Aufgrund der sehr strengen Covid-19-Einreisebestimmungen konnten zwei meiner Fellow-Kollegen initial nicht einreisen. Dementsprechend starteten wir das Jahr mit lediglich drei Peds-Fellows und einem Spine-Fellow. Man könnte auch zusammenfassend sagen: Viel geschlafen haben wir die ersten 3 Monate nicht – Dienst jeden 4. Tag. Mein persönlicher OP-Rekord waren 6 kindliche Ellbogenfrakturen in einem Dienst (4 suprakondyläre Frakturen und 2 laterale Kondylenfrakturen). Am Ende des Fellowships hatte ich insgesamt um die 85 suprakondyläre Frakturen versorgt – Fallzahlen, die man aus Europa nicht gewohnt ist, da die Versorgung nicht so zentralisiert stattfindet. Kinder kamen oft nach 4- bis 5-stündigen Autofahrten zu uns ans HSC. Der klassische Unfallmechanismus „fall on outstretched hand“ (FOOSH), wurde zum geflügelten Wort unter den Fellows und führte zum Spitznamen „Team FOOSH“ für die orthopädischen Fellows.

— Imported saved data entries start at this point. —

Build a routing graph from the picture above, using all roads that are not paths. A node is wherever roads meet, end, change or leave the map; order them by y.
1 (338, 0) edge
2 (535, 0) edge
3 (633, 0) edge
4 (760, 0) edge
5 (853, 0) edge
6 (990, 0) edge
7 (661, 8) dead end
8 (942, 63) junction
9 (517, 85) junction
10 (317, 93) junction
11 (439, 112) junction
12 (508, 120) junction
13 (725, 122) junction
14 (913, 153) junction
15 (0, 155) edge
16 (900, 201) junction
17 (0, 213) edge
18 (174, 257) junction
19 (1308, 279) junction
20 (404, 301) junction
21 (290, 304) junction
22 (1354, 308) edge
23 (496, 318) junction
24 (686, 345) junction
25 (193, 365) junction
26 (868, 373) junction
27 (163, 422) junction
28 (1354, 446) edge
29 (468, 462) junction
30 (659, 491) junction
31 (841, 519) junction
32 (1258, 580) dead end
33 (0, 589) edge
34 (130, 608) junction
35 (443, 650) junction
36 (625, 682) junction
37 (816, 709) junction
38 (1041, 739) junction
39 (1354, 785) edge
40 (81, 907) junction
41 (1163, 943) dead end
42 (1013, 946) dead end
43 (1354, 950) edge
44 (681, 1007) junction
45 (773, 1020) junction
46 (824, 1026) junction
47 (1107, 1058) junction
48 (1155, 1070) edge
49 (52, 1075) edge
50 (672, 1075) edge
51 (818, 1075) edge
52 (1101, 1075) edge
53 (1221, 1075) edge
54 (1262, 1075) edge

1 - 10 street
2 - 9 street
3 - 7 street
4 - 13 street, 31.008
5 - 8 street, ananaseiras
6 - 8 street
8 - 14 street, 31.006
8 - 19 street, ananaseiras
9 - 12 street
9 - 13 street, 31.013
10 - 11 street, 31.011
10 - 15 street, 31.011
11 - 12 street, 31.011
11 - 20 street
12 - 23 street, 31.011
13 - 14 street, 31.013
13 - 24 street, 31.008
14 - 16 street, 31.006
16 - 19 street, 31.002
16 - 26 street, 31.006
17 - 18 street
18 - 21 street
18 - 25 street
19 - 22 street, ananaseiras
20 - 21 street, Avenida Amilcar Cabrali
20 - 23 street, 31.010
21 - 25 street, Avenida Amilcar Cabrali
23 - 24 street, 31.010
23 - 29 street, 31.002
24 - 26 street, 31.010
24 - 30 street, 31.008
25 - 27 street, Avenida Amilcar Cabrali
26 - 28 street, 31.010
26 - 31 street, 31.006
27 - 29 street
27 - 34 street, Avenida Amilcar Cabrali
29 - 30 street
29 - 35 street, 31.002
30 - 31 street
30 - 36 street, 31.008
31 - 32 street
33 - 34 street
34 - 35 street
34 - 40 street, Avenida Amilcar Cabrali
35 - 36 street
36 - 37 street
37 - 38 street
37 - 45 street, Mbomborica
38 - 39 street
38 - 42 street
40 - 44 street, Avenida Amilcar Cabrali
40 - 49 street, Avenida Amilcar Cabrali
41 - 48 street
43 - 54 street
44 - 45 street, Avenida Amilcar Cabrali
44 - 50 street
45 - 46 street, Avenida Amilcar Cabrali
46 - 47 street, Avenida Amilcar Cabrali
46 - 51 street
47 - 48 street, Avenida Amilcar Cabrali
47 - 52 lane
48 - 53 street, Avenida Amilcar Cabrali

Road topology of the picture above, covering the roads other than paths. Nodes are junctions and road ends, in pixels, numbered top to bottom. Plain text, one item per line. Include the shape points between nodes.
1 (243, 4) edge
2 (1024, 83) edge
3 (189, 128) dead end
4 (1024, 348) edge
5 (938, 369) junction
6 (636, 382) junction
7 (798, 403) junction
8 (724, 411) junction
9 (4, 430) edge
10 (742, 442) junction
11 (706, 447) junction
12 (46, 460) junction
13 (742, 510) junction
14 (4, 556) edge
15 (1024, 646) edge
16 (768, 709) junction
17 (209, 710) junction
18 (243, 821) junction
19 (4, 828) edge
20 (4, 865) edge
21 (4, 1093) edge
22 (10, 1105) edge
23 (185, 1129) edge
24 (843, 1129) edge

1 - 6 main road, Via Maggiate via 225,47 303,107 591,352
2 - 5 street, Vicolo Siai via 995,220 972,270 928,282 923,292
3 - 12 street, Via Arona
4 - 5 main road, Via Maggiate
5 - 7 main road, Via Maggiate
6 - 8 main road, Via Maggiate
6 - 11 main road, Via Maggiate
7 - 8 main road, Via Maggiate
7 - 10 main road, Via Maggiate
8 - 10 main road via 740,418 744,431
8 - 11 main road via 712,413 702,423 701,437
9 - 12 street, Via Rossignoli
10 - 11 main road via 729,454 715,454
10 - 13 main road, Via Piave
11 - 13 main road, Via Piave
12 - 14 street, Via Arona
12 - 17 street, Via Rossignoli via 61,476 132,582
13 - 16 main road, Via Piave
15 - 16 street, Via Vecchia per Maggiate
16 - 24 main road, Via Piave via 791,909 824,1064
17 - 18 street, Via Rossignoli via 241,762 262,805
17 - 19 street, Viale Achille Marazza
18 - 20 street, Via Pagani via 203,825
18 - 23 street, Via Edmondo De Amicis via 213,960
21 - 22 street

Conclusio nach einem Jahr Fellowship

Es war ein großartiges und sehr lehrreiches Jahr und eine einzigartige Erfahrung. Nicht umsonst sagen viele Kollegen, das Fellowship-Jahr sei das beste Jahr einer medizinischen Karriere. Das Außmaß an Teaching und Mentoring, das ich während des Fellowships erleben durfte, war schier unbeschreiblich. Die Qualität der kinderorthopädischen Versorgung war hochklassig, genauso wie das chirurgische Training, das ich erfahren durfte. Das Fellowship hat mich selbst zu einer besseren Lehrerin, Ärztin und Chirurgin gemacht, aber vor allem werden mich die Kontakte, die ich knüpfen, und die Freundschaften, die ich schließen konnte, ein Leben lang begleiten. Auch wenn das Fellowship ein zeitliches Ablaufdatum hat: Man bleibt immer ein SickKids-Fellow!

Ich hoffe, dass ich mit diesem positiven Erfahrungsbericht das Interesse jüngerer Kollegen wecken konnte, ihren Horizont zu erweitern und sich für Fellowships im Ausland zu bewerben. Der Trend in Österreich geht schon lange in Richtung Spezialisierung, doch das Fellowship-System hat noch nicht seinen Weg nach Europa gefunden. Wissen zu teilen, Wissen weiterzugeben und stolz darauf zu sein, ein Mentor und Lehrer zu sein, sind Leitgedanken, die an jeder akademischen Abteilung mit Lehrtätigkeit höchsten Stellenwert haben sollten. Der Erfolg eines Chirurgen ist vor allem auch dadurch bestimmt, wen er zu seinen Schüler*innen zählt. Vielen Dank an meine Lehrer*innen und Mentor*innen am HSC: Dr. Andrew Howard, Dr. Simon Kelley, Dr. Maryse Bouchard, Dr. Andrea Chan, Dr. Sevan Hopyan, Dr. Reinhard Zeller, Dr. David Lebel, Dr. Unni Narayanan, Dr. Mark Camp.

Mit diesen abschließenden Worten möchte ich mich auch dafür bedanken, dass es mir von der Medizinischen Universität Wien und der Universitätsklinik für Orthopädie und Unfallchirurgie (Leitung Prof. Dr. Windhager) ermöglicht wurde, zwei Jahre Karenz von meiner klinischen Tätigkeit zu nehmen. Aufgrund der ausgezeichneten Erfahrungen in Kanada und im SickKids habe ich noch ein zweites Fellowship in „Foot and Ankle Reconstruction“ angeschlossen. Ich freue mich dennoch, bald wieder nach Wien zurückzukommen und mein neu erlerntes Wissen und meine Skills einzusetzen und weiterzugeben.